Within the records that follow, determine how many lines include the word "Rozette". State the number and nothing further.

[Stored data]
↓

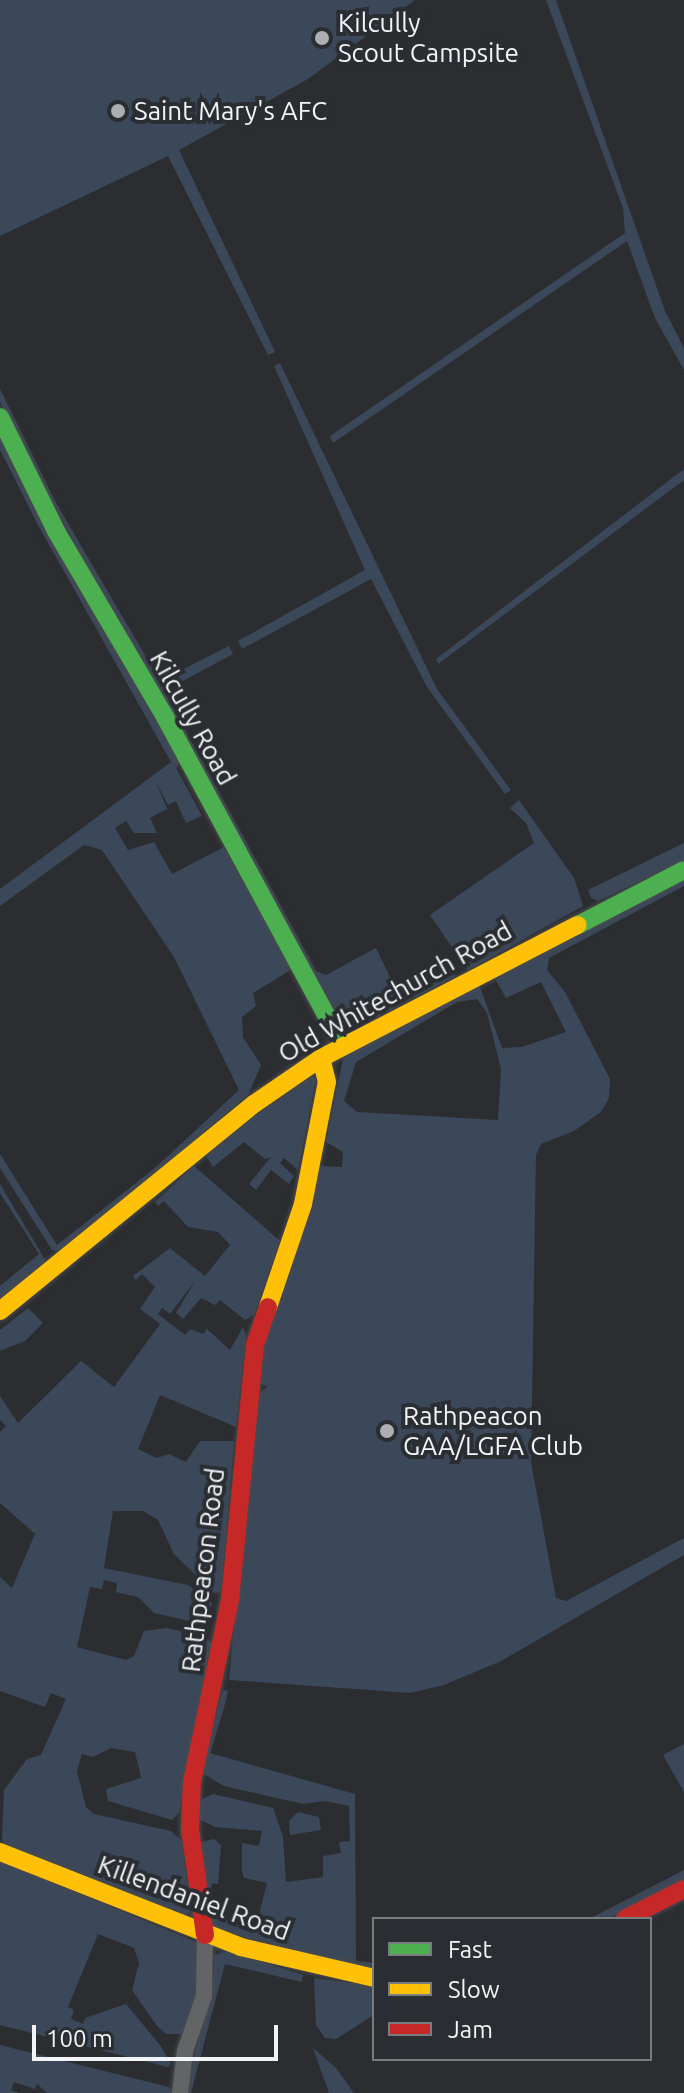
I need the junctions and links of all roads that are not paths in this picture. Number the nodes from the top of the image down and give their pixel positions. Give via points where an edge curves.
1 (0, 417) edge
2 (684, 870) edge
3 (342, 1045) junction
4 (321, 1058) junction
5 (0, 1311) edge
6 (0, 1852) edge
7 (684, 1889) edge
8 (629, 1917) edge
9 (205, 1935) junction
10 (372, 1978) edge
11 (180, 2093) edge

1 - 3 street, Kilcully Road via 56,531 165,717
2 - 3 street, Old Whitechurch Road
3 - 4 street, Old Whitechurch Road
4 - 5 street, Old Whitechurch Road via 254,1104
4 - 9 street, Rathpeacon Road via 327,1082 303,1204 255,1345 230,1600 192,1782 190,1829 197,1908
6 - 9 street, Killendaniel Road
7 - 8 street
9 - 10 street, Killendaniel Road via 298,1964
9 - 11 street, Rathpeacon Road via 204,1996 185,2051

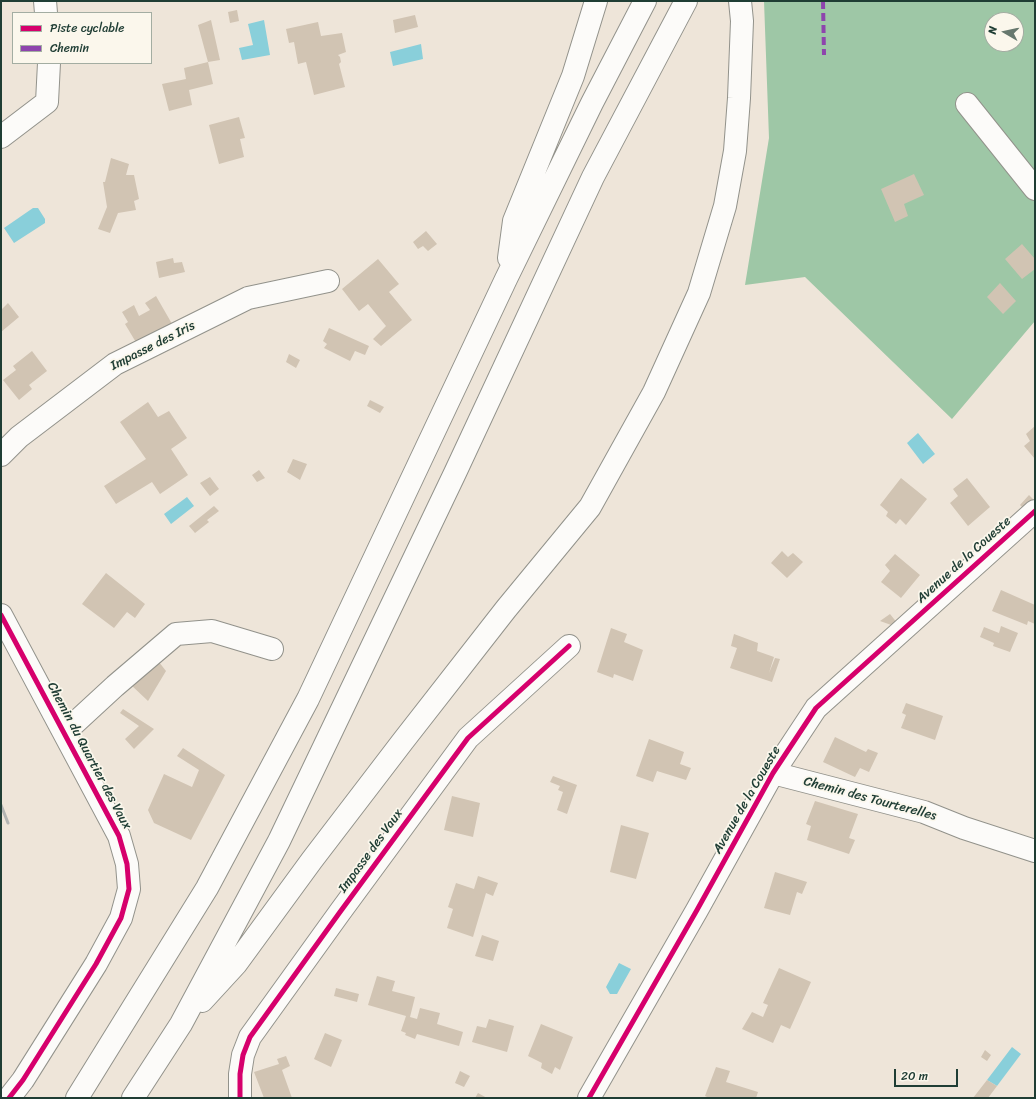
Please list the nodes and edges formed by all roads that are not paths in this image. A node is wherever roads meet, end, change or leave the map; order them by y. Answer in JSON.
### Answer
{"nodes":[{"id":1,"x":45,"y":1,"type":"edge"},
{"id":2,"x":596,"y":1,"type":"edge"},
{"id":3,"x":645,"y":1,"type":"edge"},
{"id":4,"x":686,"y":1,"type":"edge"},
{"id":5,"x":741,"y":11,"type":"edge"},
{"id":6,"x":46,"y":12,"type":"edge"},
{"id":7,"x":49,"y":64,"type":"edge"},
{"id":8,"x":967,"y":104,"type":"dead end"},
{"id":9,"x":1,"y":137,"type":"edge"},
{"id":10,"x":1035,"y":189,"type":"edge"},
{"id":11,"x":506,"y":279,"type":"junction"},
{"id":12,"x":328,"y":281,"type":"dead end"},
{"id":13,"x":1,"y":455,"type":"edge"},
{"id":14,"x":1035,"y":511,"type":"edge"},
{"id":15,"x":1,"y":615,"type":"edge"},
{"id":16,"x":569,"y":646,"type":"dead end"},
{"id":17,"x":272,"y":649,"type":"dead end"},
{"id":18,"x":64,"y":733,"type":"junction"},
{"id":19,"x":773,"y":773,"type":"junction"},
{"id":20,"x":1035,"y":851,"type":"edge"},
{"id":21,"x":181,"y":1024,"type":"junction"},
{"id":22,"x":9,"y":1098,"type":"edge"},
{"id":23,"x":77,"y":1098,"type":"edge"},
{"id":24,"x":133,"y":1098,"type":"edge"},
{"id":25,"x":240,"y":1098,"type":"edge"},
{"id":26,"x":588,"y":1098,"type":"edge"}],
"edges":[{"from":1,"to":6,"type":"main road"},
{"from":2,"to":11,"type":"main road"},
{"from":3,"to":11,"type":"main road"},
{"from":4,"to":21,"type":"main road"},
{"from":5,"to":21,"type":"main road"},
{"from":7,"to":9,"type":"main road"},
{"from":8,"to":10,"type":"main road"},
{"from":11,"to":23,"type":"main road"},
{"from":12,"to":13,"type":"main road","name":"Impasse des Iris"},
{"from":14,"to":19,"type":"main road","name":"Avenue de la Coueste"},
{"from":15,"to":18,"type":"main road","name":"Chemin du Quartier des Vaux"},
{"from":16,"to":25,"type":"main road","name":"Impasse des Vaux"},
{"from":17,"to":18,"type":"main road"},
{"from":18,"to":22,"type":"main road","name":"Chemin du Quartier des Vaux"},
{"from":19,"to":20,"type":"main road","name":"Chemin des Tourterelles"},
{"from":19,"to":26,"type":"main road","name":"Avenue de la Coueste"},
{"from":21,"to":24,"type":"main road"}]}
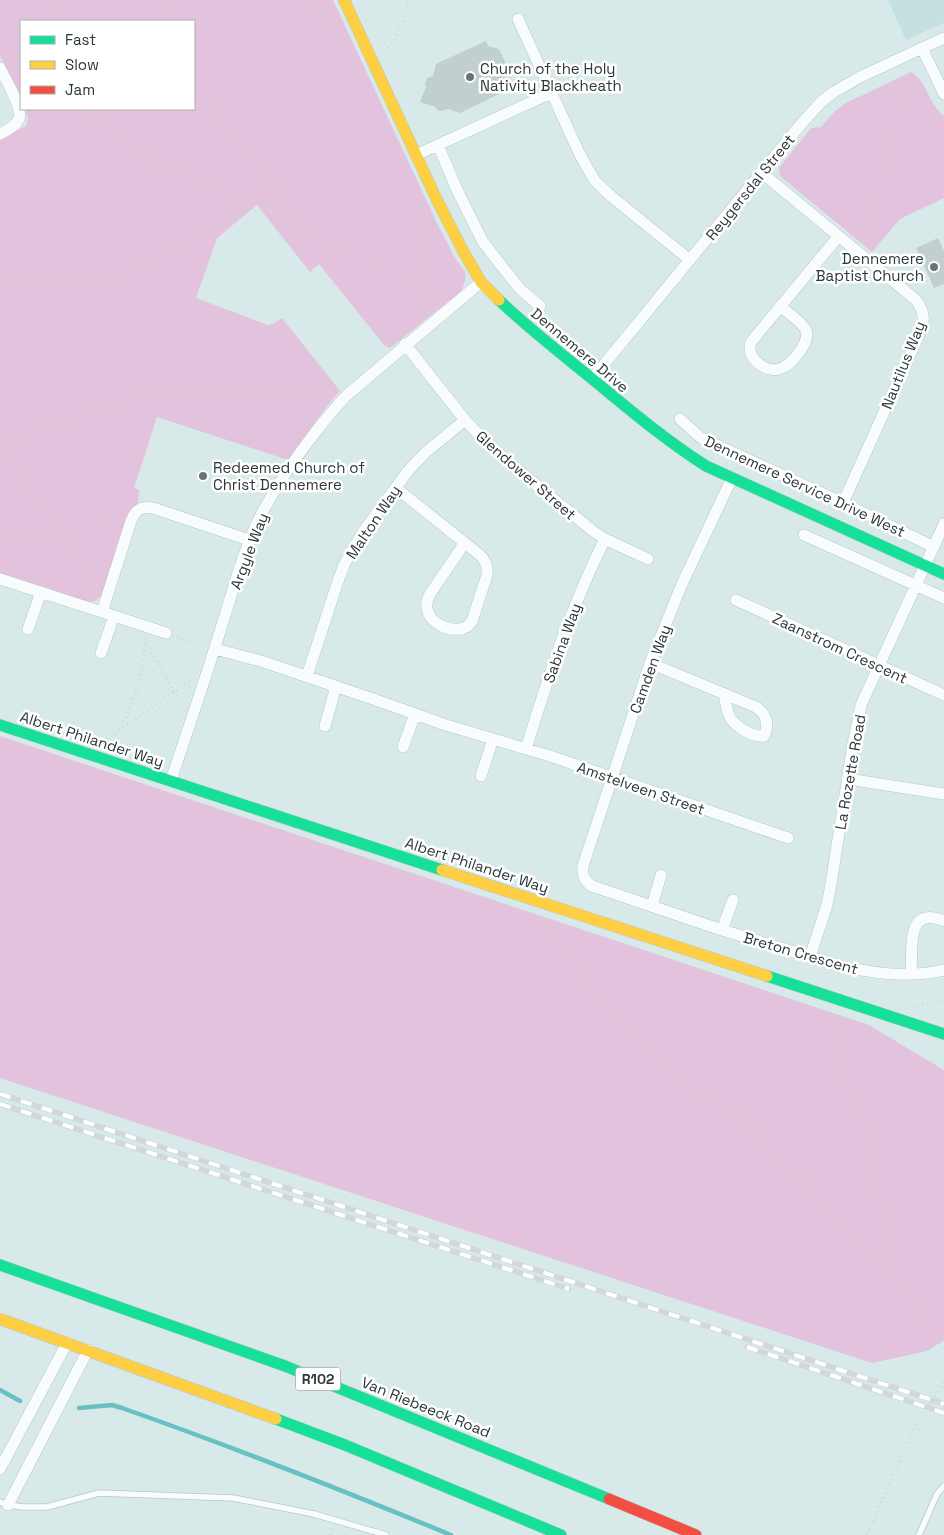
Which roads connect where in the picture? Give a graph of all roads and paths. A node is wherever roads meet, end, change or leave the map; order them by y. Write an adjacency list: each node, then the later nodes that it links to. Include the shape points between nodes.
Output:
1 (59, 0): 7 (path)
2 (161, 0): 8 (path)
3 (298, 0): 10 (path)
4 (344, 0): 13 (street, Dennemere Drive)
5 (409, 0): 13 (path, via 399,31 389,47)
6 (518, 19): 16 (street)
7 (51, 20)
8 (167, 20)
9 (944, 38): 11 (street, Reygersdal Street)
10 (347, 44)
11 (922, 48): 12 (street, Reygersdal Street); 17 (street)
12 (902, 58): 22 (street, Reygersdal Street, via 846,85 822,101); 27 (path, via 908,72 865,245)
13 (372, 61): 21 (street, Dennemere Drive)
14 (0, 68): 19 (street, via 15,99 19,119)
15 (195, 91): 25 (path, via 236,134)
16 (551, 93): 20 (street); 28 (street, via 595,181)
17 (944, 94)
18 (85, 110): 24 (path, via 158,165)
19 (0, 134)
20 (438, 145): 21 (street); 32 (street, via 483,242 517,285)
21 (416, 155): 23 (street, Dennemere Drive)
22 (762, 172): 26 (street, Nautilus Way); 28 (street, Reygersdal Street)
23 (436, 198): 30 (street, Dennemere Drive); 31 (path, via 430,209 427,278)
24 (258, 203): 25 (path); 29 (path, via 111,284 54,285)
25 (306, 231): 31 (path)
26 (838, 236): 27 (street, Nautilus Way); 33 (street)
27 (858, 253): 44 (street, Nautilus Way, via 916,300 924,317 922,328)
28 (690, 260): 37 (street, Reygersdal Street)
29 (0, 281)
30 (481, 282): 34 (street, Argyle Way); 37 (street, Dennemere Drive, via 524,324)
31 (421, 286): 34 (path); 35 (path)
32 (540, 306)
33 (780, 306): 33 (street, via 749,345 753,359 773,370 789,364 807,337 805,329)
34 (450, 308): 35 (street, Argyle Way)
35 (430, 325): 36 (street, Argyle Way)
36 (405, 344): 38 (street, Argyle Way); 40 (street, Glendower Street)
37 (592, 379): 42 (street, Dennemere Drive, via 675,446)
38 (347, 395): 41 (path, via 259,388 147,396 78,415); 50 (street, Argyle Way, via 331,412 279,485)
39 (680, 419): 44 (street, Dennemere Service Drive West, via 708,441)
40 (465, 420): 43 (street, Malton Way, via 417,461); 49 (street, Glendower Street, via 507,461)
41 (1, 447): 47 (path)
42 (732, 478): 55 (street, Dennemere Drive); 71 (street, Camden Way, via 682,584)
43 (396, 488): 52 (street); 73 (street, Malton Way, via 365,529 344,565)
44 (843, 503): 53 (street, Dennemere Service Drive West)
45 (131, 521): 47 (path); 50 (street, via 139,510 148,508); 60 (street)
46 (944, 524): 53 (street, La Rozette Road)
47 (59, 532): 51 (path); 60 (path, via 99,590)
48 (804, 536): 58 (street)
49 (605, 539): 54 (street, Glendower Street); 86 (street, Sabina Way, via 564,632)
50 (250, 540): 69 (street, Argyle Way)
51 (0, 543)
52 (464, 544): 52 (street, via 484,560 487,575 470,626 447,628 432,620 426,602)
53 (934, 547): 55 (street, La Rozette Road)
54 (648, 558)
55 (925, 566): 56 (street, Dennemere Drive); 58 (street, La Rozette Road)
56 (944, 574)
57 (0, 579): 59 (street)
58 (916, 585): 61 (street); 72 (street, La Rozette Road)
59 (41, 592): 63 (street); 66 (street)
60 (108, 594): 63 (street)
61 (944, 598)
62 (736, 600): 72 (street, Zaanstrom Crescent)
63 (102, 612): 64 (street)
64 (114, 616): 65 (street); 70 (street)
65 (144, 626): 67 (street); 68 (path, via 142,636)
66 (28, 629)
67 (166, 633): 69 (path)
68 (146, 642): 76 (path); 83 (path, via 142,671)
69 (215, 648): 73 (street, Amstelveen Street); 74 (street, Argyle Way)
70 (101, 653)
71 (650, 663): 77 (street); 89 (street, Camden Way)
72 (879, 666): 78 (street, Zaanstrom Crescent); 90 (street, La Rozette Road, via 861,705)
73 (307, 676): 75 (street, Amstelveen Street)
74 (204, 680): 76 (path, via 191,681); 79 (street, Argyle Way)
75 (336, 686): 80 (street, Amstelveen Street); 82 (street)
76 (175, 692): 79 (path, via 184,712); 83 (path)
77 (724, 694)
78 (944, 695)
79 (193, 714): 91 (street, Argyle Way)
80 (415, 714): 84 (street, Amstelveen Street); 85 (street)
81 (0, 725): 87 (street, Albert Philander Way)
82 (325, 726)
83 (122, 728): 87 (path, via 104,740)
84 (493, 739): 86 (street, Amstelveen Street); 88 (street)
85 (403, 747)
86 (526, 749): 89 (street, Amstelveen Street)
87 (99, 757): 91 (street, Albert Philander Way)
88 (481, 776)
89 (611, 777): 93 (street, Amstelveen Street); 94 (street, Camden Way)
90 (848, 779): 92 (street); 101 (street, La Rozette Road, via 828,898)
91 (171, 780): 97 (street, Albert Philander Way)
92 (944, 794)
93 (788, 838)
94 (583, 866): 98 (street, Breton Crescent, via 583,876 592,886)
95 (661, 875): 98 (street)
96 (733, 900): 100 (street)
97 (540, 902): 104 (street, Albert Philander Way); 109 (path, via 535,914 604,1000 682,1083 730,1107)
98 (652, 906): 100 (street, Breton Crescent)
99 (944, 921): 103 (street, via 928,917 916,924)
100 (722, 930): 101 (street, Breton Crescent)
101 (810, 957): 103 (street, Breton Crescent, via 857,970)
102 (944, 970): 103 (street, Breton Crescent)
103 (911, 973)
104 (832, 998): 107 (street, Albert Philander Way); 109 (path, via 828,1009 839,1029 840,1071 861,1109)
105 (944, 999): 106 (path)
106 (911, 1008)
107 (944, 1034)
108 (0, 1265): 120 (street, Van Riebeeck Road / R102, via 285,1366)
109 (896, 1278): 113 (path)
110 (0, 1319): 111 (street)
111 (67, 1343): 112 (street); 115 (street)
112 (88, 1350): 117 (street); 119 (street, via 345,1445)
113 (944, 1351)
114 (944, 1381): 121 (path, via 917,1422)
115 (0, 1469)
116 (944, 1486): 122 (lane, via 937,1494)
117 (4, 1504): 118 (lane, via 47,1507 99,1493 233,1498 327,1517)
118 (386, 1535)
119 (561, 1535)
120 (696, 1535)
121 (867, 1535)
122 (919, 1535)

↑

Solution:
6